Who is Keith Stewart?

I’m an economist with the Real Estate Board of Greater Vancouver (REBGV) and have been with them for about a year. Before that, I worked with CMHC on federal housing policy. I’m familiar with the challenges of getting things done at the government level. I originally got into housing with the Bank of Canada via the backend of economics and mortgages. 

How does the Bank of Canada look at the housing market? 

For the Bank of Canada it’s not about housing, it’s about risk. Everything they do about housing is through that lens. How do they affect credit conditions? How do they handle debt?

How does CMHC look at the housing market? 

CMHC is a funny beast and wears a lot of hats in the housing market. They play a role in affordable housing through government funding, as well as affordability for the public looking to rent and buy.

How does the Real Estate Board look at the housing market? 

With the REB, it’s an industry organization whose role is around education and the MLS system. A lot of my job is trying to keep numbers straight. The Real Estate Board wants to be accurate with the numbers and keep housing as affordable as possible given the context we exist in.  

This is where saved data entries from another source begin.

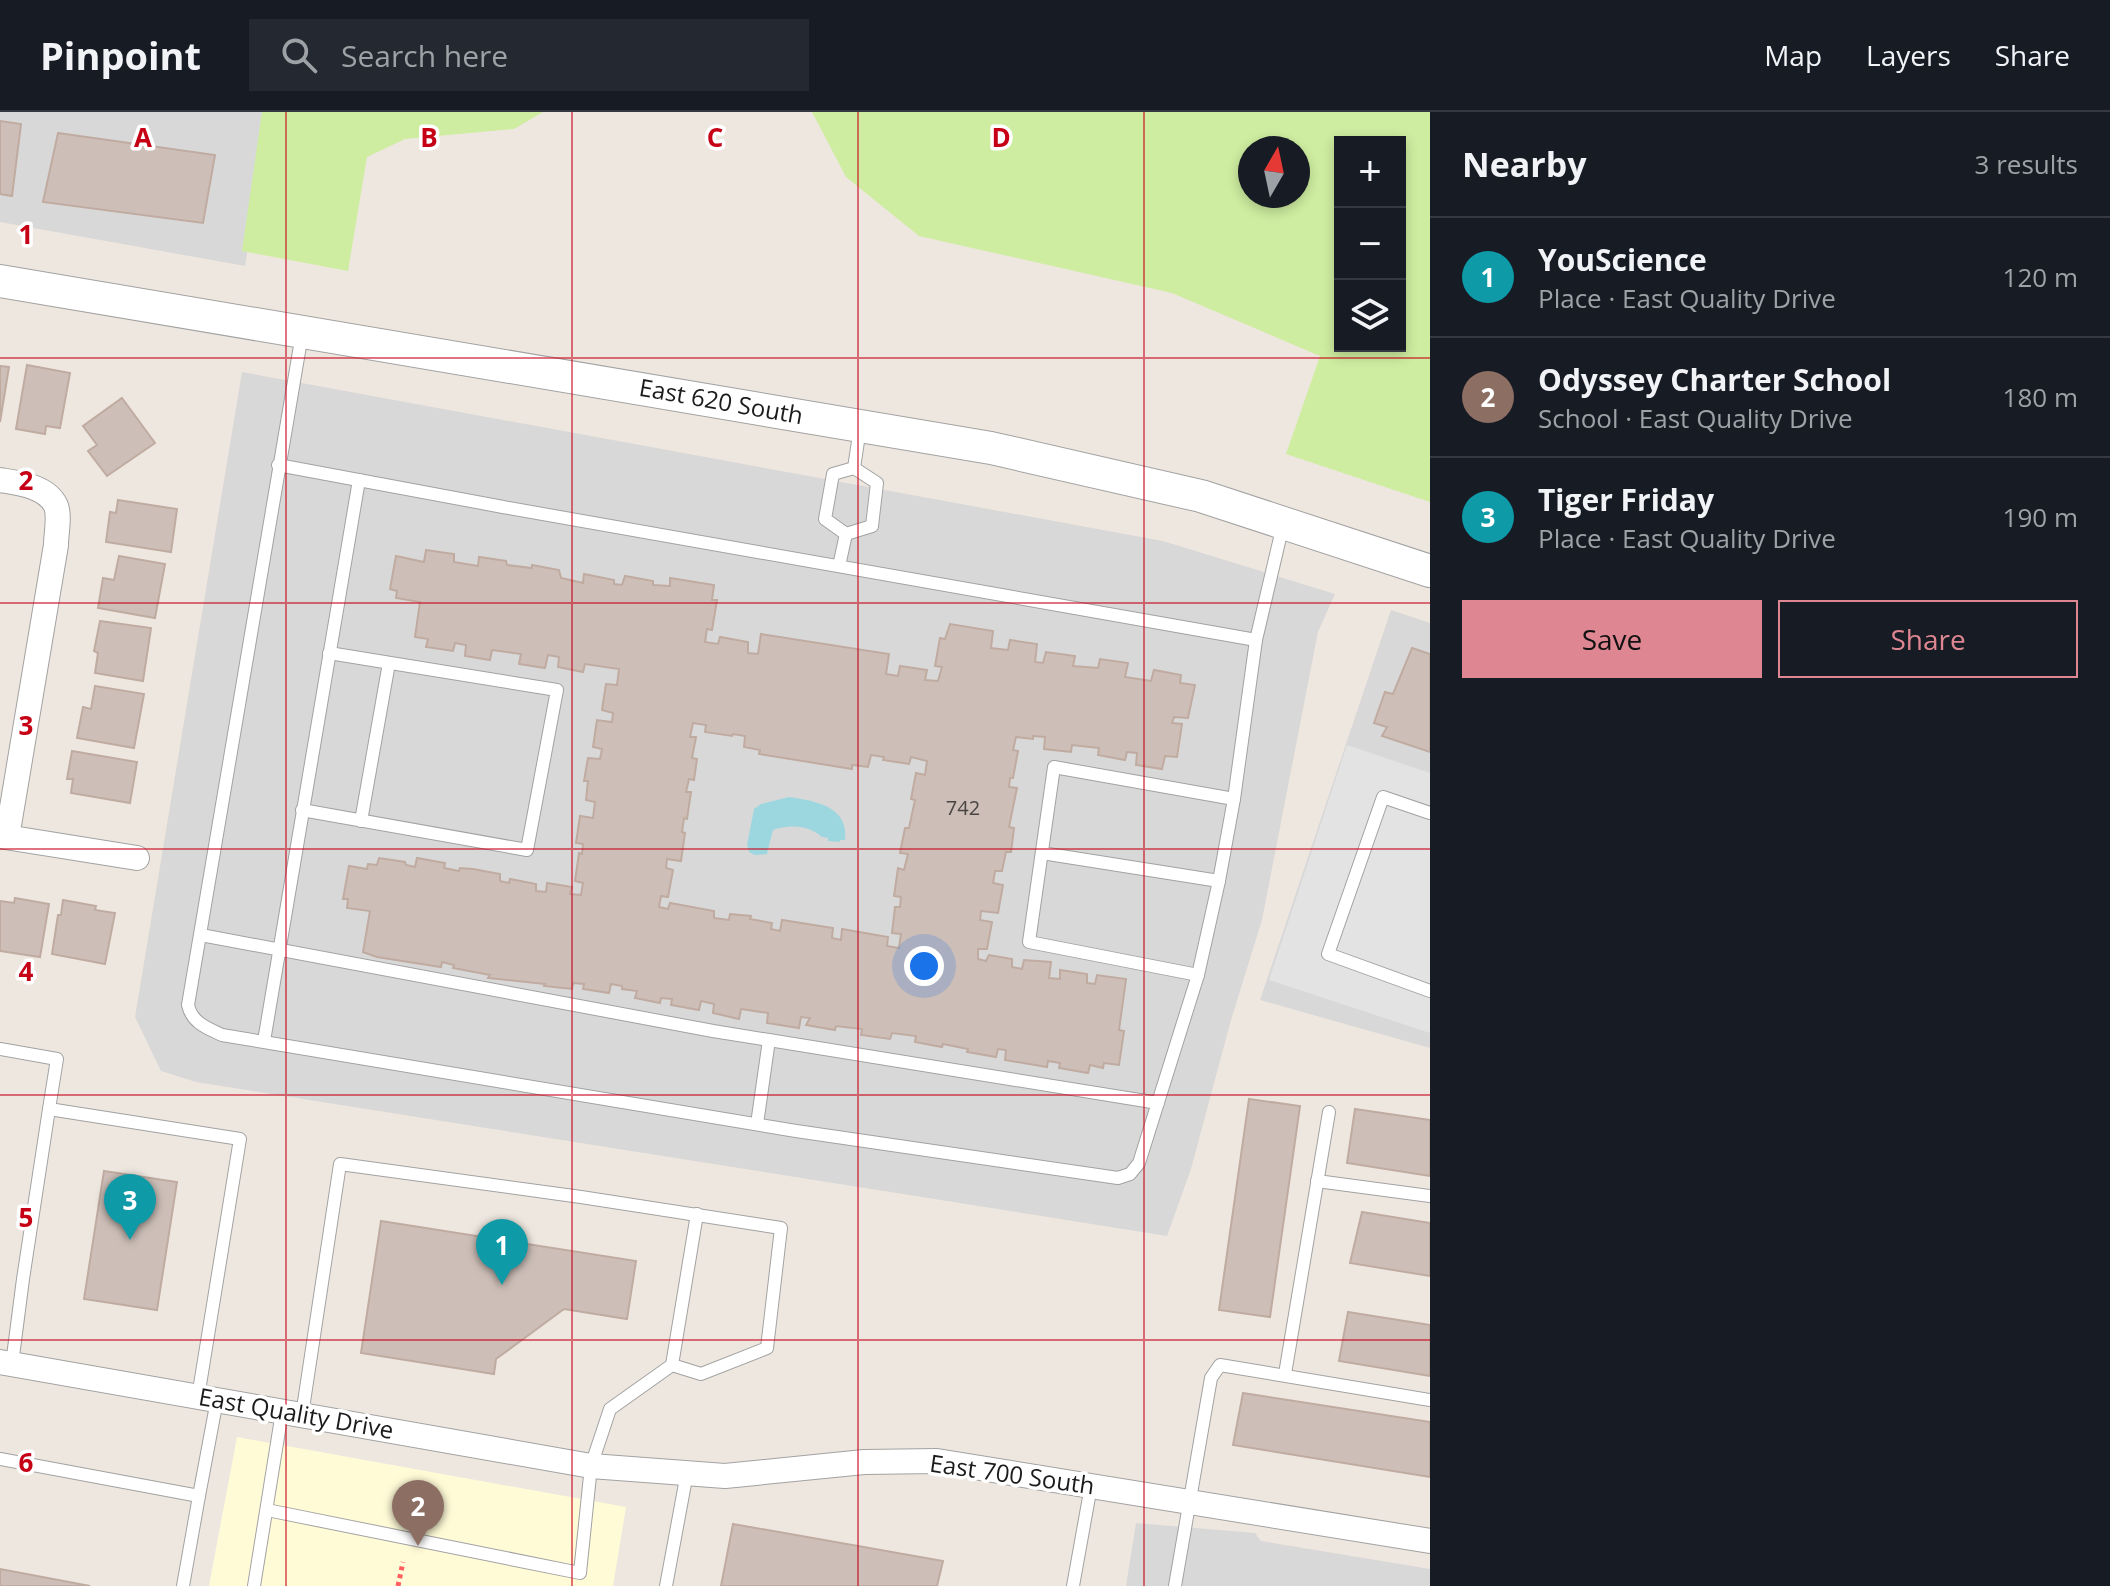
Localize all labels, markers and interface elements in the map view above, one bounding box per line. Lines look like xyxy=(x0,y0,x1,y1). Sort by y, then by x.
search box xyxy=(249,19,809,91)
text: Pinpoint xyxy=(40,29,201,81)
icon: search xyxy=(277,33,321,77)
text: Search here xyxy=(341,35,508,76)
text: Map xyxy=(1764,36,1822,74)
text: Layers xyxy=(1866,36,1951,74)
text: Share xyxy=(1995,36,2070,74)
text: A xyxy=(134,119,152,155)
text: B xyxy=(420,119,438,155)
text: C xyxy=(707,119,723,155)
text: D xyxy=(991,119,1011,155)
north arrow xyxy=(1238,136,1310,208)
map controls xyxy=(1334,136,1406,352)
button: + xyxy=(1334,136,1406,208)
text: Nearby xyxy=(1462,141,1587,187)
text: 3 results xyxy=(1975,146,2078,182)
button: − xyxy=(1334,208,1406,280)
text: 1 xyxy=(19,216,33,252)
text: YouScience xyxy=(1538,239,1707,280)
text: 1 xyxy=(1481,259,1495,295)
text: 120 m xyxy=(2003,259,2078,295)
button: layers xyxy=(1334,280,1406,352)
text: Place · East Quality Drive xyxy=(1538,280,1836,316)
text: Odyssey Charter School xyxy=(1538,359,1891,400)
street label: East 620 South xyxy=(637,370,806,431)
text: 2 xyxy=(1481,379,1495,415)
text: 180 m xyxy=(2003,379,2078,415)
text: School · East Quality Drive xyxy=(1538,400,1853,436)
text: 2 xyxy=(19,462,34,498)
text: Tiger Friday xyxy=(1538,479,1714,520)
text: 3 xyxy=(1481,499,1495,535)
text: 190 m xyxy=(2003,499,2078,535)
text: Place · East Quality Drive xyxy=(1538,520,1836,556)
button: Save xyxy=(1462,600,1762,678)
button: Share xyxy=(1778,600,2078,678)
text: 3 xyxy=(19,707,33,743)
house number: 742 xyxy=(946,794,980,821)
your location xyxy=(904,946,944,986)
text: 4 xyxy=(19,953,34,989)
pin: 3 xyxy=(104,1174,156,1240)
text: 5 xyxy=(19,1199,33,1235)
pin: 1 xyxy=(476,1219,528,1285)
street label: East Quality Drive xyxy=(196,1379,396,1446)
text: 6 xyxy=(19,1444,34,1480)
street label: East 700 South xyxy=(928,1446,1097,1501)
pin: 2 xyxy=(392,1480,444,1546)

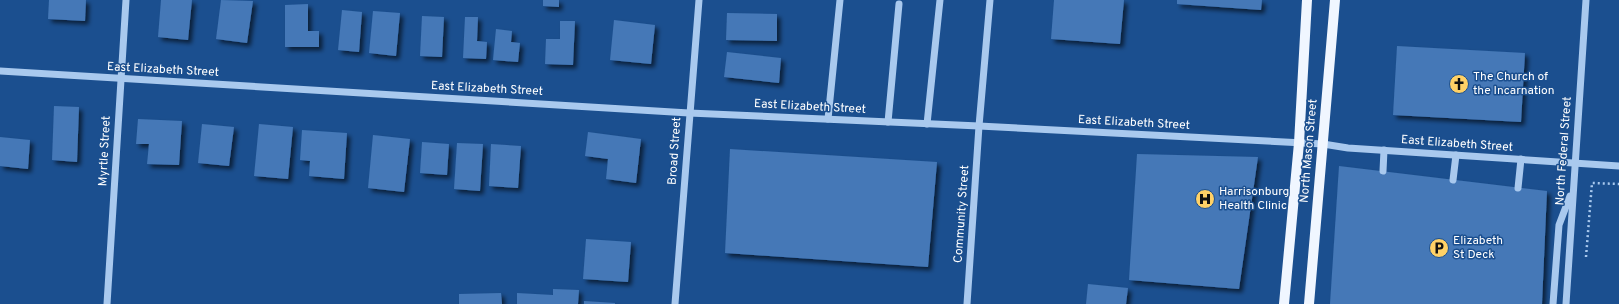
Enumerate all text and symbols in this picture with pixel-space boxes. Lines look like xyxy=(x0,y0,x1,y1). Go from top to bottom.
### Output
street label: East Elizabeth Street xyxy=(107,59,219,81)
place label: The Church of the Incarnation xyxy=(1473,69,1554,99)
church icon: The Church of the Incarnation xyxy=(1448,73,1470,95)
street label: East Elizabeth Street xyxy=(431,78,543,100)
street label: East Elizabeth Street xyxy=(754,96,866,118)
street label: North Federal Street xyxy=(1552,96,1576,206)
street label: North Mason Street xyxy=(1296,98,1322,204)
street label: East Elizabeth Street xyxy=(1078,112,1190,134)
street label: Myrtle Street xyxy=(95,115,115,187)
street label: Broad Street xyxy=(665,116,685,186)
street label: East Elizabeth Street xyxy=(1400,132,1514,156)
street label: Community Street xyxy=(951,164,973,264)
place label: Harrisonburg Health Clinic xyxy=(1219,184,1289,214)
hospital icon: Harrisonburg Health Clinic xyxy=(1194,188,1216,210)
place label: Elizabeth St Deck xyxy=(1453,233,1503,263)
parking icon: Elizabeth St Deck xyxy=(1428,237,1450,259)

What was January 2022 like in Vancouver housing?

There’s always a little wiggle every month but when I step back, the Vancouver housing market in January 2022 was on the same trend as we’ve been on since mid-summer 2021. There’s been an uptick of sales since the late fall and active listings continue to come down, so there’s no real surprise here. We have sales numbers that continue to push the bounds on historical ranges. 

The detached section of the market is more sensitive to the sales to listings ratio. I keep looking at the monthly stats and wondering when the trend will break.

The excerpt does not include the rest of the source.